**What you should do**
Beneath this instruction is a block of data; output from it exactly the lines that run from the one containing "middle mcp: (485, 399)" through the one containing "thumb cmc: (499, 466)", inclusive.
Segment Start: Records for this task
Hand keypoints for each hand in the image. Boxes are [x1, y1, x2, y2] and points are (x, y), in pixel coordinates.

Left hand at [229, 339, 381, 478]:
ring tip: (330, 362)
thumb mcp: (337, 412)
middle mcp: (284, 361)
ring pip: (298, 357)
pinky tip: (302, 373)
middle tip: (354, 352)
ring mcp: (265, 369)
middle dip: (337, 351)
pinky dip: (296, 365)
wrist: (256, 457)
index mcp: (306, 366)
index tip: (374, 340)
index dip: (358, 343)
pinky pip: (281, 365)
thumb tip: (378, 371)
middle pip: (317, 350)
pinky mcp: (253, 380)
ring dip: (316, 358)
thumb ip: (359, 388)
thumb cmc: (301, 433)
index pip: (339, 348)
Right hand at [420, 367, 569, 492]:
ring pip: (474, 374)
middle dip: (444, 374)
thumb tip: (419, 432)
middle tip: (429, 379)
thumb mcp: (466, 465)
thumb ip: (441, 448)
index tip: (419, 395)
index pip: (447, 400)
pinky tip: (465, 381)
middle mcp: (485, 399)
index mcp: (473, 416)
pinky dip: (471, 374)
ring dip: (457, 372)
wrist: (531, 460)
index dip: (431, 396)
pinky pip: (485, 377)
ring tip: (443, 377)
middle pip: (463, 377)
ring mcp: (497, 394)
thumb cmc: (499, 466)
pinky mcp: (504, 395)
Segment End: Records for this task
Segment Start: Records for this task
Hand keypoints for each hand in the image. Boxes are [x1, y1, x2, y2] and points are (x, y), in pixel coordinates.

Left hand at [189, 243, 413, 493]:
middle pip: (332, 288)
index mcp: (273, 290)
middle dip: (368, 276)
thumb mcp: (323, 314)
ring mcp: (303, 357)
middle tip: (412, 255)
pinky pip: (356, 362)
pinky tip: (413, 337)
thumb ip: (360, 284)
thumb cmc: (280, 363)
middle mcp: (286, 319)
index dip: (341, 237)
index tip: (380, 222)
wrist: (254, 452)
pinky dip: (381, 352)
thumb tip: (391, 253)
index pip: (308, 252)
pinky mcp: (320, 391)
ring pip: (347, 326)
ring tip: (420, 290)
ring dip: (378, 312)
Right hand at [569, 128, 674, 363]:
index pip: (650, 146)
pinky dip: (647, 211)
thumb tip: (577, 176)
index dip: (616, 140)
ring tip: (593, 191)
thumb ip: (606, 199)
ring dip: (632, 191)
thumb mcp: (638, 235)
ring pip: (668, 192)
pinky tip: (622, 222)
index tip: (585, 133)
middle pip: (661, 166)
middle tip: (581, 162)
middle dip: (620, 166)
Segment End: Records for this task
**Answer below**
middle mcp: (485, 399)
index mcp: (473, 416)
pinky dip: (471, 374)
ring dip: (457, 372)
wrist: (531, 460)
index dip: (431, 396)
pinky pip: (485, 377)
ring tip: (443, 377)
middle pip: (463, 377)
ring mcp: (497, 394)
thumb cmc: (499, 466)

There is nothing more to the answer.